Stored data
◇ ◇ ◇ ◇ ◇
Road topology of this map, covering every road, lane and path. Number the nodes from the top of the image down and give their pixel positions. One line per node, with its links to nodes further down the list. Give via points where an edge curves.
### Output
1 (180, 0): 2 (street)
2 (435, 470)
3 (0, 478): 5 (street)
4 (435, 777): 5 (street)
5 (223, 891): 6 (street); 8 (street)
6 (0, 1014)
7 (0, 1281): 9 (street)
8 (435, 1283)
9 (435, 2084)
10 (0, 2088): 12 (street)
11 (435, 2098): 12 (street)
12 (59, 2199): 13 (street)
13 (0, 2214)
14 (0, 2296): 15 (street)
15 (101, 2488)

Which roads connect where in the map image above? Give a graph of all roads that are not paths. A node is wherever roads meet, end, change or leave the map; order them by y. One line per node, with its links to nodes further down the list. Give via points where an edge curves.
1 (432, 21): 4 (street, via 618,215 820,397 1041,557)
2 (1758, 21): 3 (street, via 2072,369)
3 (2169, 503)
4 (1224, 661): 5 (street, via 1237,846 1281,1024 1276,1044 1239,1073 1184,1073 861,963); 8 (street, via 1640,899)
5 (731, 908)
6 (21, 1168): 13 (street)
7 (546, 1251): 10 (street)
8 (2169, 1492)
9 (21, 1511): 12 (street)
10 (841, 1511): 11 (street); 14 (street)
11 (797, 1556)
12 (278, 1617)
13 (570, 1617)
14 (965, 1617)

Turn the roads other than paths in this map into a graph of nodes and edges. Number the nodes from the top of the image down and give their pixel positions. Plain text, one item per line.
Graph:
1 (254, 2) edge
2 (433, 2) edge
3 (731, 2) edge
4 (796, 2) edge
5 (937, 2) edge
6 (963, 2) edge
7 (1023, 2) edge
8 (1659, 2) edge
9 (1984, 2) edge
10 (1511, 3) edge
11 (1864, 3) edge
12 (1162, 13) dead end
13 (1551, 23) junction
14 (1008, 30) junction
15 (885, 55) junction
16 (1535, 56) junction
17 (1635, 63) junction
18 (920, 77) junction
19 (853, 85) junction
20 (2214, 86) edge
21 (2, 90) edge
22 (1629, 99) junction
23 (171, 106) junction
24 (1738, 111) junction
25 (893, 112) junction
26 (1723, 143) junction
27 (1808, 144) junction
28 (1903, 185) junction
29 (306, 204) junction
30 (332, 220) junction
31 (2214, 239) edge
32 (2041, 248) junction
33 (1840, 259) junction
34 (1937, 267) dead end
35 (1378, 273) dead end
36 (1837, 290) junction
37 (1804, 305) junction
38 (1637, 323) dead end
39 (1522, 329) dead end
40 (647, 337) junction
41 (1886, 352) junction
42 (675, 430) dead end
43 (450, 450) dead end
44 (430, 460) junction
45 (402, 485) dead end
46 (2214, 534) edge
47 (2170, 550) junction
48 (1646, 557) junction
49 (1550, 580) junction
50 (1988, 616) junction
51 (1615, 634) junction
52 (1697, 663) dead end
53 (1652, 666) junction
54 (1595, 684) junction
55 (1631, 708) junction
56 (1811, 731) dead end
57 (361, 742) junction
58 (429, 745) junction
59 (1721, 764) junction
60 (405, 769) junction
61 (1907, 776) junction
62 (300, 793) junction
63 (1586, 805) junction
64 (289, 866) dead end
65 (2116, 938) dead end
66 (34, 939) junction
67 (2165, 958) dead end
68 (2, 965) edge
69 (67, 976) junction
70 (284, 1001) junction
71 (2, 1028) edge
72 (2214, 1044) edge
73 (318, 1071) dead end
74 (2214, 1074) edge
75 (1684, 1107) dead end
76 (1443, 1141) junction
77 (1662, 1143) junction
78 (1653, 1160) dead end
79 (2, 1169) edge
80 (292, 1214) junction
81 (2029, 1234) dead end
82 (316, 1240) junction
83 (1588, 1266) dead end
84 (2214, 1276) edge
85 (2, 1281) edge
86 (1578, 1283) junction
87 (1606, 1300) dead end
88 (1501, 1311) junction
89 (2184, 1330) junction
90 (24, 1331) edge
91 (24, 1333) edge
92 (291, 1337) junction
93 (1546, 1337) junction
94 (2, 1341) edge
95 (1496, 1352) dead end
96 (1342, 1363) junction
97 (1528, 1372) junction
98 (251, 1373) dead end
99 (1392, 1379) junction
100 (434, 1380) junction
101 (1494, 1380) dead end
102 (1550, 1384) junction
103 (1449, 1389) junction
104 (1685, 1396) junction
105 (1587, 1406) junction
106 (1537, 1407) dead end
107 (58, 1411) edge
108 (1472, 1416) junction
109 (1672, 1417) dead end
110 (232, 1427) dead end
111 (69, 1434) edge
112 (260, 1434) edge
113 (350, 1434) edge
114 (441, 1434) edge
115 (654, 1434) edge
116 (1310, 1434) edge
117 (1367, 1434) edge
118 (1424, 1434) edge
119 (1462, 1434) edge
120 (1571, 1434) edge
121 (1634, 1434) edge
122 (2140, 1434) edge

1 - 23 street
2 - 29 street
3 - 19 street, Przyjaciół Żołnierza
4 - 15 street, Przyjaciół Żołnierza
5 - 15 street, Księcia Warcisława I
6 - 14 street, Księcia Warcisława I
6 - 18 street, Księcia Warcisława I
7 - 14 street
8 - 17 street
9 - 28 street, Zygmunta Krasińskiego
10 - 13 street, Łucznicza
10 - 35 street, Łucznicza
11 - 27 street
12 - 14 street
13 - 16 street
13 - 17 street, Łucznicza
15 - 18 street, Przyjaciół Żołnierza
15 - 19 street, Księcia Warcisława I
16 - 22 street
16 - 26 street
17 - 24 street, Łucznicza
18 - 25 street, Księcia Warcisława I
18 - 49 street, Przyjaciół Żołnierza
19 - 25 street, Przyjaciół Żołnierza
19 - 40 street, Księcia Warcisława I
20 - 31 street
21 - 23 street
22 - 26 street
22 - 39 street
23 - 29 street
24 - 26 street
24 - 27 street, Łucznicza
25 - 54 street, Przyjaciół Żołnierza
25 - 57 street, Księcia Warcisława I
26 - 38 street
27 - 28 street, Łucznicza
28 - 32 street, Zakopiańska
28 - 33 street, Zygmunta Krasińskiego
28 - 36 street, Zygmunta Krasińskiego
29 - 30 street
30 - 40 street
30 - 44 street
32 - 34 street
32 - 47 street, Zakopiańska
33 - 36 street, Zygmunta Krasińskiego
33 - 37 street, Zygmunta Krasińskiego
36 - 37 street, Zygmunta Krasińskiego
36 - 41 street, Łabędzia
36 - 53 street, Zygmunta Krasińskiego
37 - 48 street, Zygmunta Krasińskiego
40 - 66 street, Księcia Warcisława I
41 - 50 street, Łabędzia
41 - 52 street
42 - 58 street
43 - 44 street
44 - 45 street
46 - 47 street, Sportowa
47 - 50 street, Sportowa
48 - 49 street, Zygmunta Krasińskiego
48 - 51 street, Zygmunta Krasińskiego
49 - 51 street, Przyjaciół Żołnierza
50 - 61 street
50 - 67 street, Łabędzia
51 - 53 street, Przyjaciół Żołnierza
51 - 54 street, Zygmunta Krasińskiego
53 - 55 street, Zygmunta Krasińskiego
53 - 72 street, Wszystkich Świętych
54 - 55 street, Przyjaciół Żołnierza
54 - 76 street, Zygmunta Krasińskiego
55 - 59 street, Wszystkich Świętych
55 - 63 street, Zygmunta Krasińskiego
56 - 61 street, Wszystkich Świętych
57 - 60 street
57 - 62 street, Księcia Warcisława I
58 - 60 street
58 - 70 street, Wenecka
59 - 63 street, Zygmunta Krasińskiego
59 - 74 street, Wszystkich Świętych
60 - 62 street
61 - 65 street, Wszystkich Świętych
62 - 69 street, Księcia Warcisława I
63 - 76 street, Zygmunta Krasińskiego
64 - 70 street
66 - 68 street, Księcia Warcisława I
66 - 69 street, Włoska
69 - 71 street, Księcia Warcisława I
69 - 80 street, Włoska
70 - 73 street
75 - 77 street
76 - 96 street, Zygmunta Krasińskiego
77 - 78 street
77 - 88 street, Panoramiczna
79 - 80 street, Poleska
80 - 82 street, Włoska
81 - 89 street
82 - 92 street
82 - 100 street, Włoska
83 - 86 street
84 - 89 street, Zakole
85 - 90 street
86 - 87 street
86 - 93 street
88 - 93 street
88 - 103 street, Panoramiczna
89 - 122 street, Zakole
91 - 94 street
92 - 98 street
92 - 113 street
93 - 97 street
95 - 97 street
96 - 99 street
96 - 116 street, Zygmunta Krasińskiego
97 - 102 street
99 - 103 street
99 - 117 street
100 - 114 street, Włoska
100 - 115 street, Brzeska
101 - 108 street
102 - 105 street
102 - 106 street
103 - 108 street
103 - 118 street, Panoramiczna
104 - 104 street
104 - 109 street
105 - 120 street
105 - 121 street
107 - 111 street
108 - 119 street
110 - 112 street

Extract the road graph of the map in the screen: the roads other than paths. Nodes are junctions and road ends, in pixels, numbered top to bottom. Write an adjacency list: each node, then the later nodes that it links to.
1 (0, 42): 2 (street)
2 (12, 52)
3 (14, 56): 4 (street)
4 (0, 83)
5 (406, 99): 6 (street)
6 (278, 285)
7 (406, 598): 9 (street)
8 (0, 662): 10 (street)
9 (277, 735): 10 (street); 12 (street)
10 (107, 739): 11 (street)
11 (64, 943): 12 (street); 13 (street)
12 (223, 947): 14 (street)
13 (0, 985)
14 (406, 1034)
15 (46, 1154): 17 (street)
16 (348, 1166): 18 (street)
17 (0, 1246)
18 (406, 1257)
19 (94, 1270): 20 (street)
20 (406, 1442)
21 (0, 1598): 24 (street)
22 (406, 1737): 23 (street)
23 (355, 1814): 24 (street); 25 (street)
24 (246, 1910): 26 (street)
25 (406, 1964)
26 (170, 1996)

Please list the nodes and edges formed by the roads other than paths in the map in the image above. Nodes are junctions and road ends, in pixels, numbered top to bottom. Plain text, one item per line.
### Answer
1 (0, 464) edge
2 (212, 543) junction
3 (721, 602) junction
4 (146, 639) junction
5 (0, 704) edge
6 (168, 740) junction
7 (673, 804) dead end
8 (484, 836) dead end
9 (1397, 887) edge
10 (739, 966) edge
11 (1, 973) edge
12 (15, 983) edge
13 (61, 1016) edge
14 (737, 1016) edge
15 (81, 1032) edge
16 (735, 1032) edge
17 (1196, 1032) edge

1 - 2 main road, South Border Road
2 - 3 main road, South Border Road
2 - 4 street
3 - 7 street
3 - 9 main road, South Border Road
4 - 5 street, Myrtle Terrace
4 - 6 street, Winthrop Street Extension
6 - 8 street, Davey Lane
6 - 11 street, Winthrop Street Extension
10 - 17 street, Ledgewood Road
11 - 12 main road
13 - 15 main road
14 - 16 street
◇ ◇ ◇ ◇ ◇
__Task prompt__: Show a copy of each line from the records above in which the string "than" occurs.

__Output__:
Turn the roads other than paths in this map into a graph of nodes and edges. Number the nodes from the top of the image down and give their pixel positions. Plain text, one item per line.
Extract the road graph of the map in the screen: the roads other than paths. Nodes are junctions and road ends, in pixels, numbered top to bottom. Write an adjacency list: each node, then the later nodes that it links to.
Please list the nodes and edges formed by the roads other than paths in the map in the image above. Nodes are junctions and road ends, in pixels, numbered top to bottom. Plain text, one item per line.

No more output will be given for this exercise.